温かな桜色の景色を他人事のように見ながら、潤はあの時の自分に言った。
――変わるわけない。これまでも、これからも、ずっと。
「――う……、」
鈍い痛みの合間を意識がゆらゆらと抜けていって、潤は目を覚ました。真っ暗な視界の中でかろうじて白い光を感じる。しばらく眺めて、それが外灯の明かりだということに気付くと、潤はあちこち痛む身体をわずかに動かした。
「大丈夫か?」
「っ……つぅ……」
身体を起こそうとしたのだけれど、うまく力が入らず、潤は頭を柔らかな地面に沈めた。感触からいってどうやら芝生の上のようだ。篤史は潤の顔の近くに座って、それから重く息を吐いた。
「悪いな、こんなとこに寝かせて。どこ運ぼうか迷ったんだけど……」
篤史は視線を逸らして言い淀んだ。潤の格好を見れば何が起きたかは容易に想像がつくだろう。胸がひどく痛んで、潤はゆっくりと胸を押さえた。これまでと変わらない、光のない世界。
「……誰に、やられたんだ」
搾り出すように篤史が低い声で言った。暗くて表情はよくわからないけれど、きっと嫌そうな顔をしているに違いない。こうなってしまったら聞くのが義務だと思っているのだろう。そう思うと痛みは更に増した。
「……羽沢には……関係ない」
「……」
「別に平気だ」
こんな姿は見られたくなかった。でも見られてしまった。潤はおもしろくもないのに笑って、軋む身体をゆっくりと起こした。乾いた音を立てて胸から何かが落ちる。それが篤史のジャケットだということがわかると、潤は痛みに顔を歪めながらそれを乱暴に篤史に突き返した。
「……放っておけばよかったのに」
「そんなことできない」
当たり前のことのように篤史が言う。誘惑がちらつく。違う。だめだ。また失ったら今度こそ立っていられなくなる。それに篤史には自分より大切な人がいる。とてつもなく綺麗な、彼が。
「……別に、オレ……殴られるくらい……どうってことないよ」
篤史が短く溜息を吐いた。身体の震えを押さえるように、潤は口早に先を続ける。
「いいんだよ、別に。気持ちいいんだから、それでいい」
「……」
「気持ちよければ何でもいいんだ」
夜の空気が指先を冷たくする。潤はまた笑って、それから駄目押しとばかりに手を伸ばし篤史の頬に触れた。震えは、きっと寒さのせいだ。
「やっぱり羽沢もしたい? ここでする?」
篤史の頬は潤の指より更に冷たかった。鋭い視線が潤を刺す。これでいい。期待なんて、一ミクロンだって残らなければいい。
「もういいから、黙って休めよ」
「何で? 必要ないよ。オレ結構タフだし。もう一人くらい余裕だよ」
「よせ」
唇を寄せようとすると、篤史の手が潤の肩を押し戻した。痛みの合間を小さな安堵の波が広がっていく。早く篤史がこの場を去ってくれることを心の中で必死に祈った。突き放されるくらいなら、自分で断ち切ってしまった方が楽だ。そうに決まってる。
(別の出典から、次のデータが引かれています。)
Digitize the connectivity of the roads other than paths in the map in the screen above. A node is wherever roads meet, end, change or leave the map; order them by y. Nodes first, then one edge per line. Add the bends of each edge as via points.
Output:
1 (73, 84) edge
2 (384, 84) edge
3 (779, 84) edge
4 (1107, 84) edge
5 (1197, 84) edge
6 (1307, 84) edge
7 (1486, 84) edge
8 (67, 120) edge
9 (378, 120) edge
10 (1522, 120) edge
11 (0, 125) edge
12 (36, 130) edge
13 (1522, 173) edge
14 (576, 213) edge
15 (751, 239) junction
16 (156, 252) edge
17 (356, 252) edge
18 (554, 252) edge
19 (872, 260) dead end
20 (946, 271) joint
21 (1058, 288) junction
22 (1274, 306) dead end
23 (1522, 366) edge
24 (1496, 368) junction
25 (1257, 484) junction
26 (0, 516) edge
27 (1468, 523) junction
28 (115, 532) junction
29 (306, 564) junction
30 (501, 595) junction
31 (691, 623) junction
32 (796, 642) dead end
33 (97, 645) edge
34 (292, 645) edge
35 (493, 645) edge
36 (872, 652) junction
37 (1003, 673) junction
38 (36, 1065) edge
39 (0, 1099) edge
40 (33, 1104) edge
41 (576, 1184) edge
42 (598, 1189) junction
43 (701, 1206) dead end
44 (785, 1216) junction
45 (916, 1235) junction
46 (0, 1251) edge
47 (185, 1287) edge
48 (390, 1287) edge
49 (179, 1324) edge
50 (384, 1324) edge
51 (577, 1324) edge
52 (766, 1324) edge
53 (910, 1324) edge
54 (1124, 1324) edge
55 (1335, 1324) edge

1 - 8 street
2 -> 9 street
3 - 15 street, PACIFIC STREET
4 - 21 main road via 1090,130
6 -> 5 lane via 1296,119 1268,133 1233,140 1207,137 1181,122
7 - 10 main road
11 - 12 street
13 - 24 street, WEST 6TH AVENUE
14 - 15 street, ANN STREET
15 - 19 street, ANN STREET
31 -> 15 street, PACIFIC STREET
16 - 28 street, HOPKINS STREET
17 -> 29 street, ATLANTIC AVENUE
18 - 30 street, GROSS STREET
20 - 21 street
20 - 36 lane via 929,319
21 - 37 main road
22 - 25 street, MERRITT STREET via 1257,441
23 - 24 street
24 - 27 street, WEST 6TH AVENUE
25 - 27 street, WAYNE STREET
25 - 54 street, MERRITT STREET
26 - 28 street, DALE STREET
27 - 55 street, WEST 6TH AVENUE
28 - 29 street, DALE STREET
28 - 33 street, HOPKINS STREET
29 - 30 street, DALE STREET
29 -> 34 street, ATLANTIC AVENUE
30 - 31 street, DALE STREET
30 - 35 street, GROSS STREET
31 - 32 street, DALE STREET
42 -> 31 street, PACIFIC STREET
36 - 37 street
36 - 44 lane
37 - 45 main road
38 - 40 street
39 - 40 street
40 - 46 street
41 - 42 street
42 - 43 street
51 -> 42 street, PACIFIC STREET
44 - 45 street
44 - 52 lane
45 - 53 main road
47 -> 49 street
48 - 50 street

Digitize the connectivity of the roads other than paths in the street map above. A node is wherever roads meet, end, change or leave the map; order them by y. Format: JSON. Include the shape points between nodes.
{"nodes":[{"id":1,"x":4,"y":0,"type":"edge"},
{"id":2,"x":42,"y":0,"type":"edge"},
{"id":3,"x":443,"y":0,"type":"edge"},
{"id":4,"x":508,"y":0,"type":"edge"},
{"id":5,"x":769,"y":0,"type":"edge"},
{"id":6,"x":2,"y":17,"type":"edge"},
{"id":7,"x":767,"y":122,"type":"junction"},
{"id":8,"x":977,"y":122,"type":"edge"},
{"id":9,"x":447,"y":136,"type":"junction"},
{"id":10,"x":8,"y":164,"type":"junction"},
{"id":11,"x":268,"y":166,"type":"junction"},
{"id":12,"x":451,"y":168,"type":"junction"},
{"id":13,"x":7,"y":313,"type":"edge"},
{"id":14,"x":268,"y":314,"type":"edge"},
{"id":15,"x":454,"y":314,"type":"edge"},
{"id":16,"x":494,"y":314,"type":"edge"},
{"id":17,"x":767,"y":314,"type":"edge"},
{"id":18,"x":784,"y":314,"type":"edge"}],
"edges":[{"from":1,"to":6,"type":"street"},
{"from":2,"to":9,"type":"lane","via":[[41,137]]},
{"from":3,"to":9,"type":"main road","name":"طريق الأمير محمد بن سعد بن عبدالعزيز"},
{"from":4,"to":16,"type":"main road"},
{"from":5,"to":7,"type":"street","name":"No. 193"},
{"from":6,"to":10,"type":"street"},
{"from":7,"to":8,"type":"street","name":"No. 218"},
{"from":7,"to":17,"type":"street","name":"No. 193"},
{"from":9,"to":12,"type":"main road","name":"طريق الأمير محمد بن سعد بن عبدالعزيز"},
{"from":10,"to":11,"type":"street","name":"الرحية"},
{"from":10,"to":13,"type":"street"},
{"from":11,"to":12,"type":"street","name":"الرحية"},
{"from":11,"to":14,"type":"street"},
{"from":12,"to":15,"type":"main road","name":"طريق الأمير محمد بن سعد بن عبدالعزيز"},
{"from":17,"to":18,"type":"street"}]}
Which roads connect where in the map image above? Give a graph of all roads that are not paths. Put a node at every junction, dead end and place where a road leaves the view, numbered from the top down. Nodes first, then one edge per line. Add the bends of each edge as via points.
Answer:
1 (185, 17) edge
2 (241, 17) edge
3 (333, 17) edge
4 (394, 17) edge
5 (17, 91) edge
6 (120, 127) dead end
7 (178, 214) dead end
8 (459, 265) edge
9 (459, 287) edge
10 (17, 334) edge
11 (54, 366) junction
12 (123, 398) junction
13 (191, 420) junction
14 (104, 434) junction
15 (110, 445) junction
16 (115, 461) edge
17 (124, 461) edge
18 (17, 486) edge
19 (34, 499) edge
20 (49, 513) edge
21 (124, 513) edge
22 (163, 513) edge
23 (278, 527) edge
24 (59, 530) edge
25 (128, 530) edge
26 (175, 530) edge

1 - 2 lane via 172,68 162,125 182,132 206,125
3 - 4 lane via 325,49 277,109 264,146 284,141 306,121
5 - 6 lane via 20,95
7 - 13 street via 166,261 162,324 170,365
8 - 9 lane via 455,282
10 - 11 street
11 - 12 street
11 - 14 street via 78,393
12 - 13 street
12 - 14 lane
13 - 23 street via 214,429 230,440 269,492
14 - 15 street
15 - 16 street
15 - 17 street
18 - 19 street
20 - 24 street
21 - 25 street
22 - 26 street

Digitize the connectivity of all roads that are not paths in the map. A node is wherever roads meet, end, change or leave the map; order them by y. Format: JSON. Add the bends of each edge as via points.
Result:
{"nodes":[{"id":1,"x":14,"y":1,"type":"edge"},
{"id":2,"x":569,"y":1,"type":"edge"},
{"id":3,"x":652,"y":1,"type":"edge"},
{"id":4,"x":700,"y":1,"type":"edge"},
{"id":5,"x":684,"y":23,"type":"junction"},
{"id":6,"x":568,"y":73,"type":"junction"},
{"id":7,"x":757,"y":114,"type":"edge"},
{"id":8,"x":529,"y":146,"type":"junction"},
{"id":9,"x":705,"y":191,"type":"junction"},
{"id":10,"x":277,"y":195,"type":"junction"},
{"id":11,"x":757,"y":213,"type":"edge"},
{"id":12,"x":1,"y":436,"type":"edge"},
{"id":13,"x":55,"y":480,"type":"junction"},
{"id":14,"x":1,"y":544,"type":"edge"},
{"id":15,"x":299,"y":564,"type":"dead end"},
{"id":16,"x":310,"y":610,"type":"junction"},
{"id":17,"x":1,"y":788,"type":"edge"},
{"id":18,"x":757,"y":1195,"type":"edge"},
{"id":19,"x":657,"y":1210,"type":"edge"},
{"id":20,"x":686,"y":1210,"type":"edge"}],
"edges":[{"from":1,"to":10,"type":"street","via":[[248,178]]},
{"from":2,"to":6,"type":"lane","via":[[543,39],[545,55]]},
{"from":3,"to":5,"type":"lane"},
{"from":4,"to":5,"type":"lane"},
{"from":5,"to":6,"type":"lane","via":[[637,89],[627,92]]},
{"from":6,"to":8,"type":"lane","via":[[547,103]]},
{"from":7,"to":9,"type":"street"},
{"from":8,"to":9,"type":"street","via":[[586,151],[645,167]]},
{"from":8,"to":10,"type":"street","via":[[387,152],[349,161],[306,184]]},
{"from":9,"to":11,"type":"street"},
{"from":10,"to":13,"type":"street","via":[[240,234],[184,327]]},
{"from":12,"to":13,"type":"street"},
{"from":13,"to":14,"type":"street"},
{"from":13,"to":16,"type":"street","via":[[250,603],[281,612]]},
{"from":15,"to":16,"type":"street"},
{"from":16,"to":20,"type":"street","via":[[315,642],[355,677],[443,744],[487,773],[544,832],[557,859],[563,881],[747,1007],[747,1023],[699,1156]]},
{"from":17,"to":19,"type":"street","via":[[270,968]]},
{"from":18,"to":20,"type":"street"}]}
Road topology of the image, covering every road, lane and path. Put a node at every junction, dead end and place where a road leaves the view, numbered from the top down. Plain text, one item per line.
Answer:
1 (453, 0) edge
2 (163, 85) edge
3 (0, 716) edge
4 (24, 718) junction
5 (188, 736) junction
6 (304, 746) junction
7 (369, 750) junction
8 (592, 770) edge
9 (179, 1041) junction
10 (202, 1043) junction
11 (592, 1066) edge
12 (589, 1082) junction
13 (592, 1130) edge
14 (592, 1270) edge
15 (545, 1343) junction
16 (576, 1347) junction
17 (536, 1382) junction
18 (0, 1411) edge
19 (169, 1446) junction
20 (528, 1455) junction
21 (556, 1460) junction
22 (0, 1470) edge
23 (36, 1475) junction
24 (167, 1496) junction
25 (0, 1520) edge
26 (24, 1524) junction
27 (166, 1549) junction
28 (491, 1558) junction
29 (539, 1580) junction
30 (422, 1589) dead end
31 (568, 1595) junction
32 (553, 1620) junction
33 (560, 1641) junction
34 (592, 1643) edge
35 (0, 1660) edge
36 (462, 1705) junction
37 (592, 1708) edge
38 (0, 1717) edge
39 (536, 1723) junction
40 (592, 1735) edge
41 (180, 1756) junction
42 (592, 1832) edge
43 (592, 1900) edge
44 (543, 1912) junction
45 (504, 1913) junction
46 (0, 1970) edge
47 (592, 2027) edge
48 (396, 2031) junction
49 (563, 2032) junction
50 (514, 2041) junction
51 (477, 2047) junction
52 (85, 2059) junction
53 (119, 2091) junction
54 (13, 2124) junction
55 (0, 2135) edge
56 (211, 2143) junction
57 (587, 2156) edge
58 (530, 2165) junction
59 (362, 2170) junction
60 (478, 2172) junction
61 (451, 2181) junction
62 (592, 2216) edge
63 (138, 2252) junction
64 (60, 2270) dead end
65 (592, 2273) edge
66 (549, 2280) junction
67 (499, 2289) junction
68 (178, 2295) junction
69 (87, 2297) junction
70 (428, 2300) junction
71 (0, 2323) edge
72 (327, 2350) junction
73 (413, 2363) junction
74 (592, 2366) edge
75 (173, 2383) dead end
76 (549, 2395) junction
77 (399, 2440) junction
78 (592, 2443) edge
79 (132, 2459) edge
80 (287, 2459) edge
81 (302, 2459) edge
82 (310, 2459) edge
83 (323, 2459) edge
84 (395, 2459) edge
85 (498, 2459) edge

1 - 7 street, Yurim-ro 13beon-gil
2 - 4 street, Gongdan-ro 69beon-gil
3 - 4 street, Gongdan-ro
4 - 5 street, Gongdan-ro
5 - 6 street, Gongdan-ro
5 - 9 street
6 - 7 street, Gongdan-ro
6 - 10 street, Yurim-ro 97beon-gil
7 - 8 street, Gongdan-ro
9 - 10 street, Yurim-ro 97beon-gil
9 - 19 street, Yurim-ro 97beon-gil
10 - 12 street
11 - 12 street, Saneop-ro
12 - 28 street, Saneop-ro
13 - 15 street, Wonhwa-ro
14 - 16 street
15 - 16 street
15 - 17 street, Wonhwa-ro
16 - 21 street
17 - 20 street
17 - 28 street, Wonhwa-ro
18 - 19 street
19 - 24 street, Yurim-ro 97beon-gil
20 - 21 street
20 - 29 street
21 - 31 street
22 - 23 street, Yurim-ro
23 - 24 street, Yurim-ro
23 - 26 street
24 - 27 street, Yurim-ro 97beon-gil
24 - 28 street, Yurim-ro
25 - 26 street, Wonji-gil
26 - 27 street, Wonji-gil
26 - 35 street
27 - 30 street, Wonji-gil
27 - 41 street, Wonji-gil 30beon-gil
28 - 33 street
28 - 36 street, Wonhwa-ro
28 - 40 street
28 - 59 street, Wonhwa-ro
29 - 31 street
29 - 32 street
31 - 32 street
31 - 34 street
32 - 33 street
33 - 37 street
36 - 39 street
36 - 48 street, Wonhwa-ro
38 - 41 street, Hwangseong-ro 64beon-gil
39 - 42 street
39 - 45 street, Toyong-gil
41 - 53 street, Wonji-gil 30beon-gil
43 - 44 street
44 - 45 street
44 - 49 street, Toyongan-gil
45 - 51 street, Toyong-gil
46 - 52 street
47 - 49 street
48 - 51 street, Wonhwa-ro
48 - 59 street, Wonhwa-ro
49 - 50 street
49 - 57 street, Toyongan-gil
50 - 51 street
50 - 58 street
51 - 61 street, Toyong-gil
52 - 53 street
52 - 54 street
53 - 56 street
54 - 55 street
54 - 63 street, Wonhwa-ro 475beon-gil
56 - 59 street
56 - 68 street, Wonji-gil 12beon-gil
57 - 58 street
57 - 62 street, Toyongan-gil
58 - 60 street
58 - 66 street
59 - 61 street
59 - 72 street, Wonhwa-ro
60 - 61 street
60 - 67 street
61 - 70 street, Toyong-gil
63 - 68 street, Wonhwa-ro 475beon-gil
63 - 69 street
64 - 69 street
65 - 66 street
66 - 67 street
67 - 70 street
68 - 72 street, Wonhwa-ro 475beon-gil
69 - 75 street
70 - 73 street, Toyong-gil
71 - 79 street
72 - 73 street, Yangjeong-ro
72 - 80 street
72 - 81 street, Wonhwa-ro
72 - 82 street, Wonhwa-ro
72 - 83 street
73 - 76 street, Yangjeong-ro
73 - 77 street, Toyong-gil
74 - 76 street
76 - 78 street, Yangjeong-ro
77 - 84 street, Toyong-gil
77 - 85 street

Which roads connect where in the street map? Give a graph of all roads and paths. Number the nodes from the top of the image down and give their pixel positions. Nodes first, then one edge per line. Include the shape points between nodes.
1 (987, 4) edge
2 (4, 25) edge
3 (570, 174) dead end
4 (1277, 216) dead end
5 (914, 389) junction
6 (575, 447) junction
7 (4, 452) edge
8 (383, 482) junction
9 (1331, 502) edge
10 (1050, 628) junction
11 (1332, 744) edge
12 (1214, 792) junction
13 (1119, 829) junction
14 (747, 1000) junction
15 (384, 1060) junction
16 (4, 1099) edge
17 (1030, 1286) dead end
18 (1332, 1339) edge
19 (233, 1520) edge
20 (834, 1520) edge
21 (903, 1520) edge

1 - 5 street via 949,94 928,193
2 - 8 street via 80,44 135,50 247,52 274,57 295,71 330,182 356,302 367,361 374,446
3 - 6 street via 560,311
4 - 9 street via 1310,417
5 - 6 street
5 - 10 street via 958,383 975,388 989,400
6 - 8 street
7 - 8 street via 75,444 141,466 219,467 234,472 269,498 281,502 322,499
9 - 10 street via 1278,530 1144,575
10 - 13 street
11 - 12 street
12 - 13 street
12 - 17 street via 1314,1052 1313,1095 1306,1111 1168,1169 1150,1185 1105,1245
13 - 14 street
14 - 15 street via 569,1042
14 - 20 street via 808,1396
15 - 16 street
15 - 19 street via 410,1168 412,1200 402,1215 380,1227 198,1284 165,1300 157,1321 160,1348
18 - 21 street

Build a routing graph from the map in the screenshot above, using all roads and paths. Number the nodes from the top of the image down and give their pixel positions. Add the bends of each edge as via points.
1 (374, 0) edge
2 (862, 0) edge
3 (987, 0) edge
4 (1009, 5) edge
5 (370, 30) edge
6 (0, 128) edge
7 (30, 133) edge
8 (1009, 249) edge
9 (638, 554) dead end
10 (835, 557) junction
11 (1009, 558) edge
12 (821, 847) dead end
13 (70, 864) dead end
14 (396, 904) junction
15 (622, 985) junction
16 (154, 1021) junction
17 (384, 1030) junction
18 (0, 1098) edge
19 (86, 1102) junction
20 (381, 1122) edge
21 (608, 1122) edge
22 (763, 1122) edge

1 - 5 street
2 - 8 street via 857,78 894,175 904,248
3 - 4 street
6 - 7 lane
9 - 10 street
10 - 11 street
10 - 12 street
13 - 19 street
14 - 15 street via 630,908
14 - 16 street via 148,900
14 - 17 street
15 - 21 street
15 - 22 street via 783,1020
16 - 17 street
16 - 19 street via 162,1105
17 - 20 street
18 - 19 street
「やめない。っていうかこんなとこでこんな時間まで何してたわけ?」
「……」
「オレのこと待ってたとか?」
潤が再び手を篤史の肩に触れて笑うと、篤史は不快感を露わにして手を振り払った。これで終わる。潤は形容しがたい複雑な気持ちを抱えて、俯いた。篤史の溜息が聞こえる。今度こそ、全て終わる。
「……待ってた」
単にかまをかけてみただけの言葉に予想外の答えを返されて、潤は動揺に言葉を詰まらせた。ばくばくと心臓が高鳴る。早く、終わりにして欲しいのに。
「な……んで……だよ……」
「……最近見かけなかったから、ちょっと……気になっただけ」
「そんなの……頼んで、ないよ」
「……そうだな」
自分で仕向けたことなのに、篤史の一層冷ややかな声に潤は傷ついた。ゆっくりと呼吸を繰り返して、嗚咽が漏れだすのを堪える。俯いたままでいると、やがて篤史がいつの間にか地面に落ちていたジャケットを拾う気配があった。それから目の前に深い色合いの缶が置かれる。潤は思わず手を伸ばして、それがスポーツドリンクの缶だということに気付くと息を呑んだ。
「頬、ちゃんと冷やせ」
篤史が立ち上がり背を向ける。さくさくと芝生が踏まれる音が遠くに聞こえた。音が小さくなるにつれて全身の痛みは増して、やがて聞こえなくなると、潤はその場に突っ伏した。涙が零れて、芝生を濡らす。むせ込むような緑の匂いが、麻薬のように脳を痺れさせた。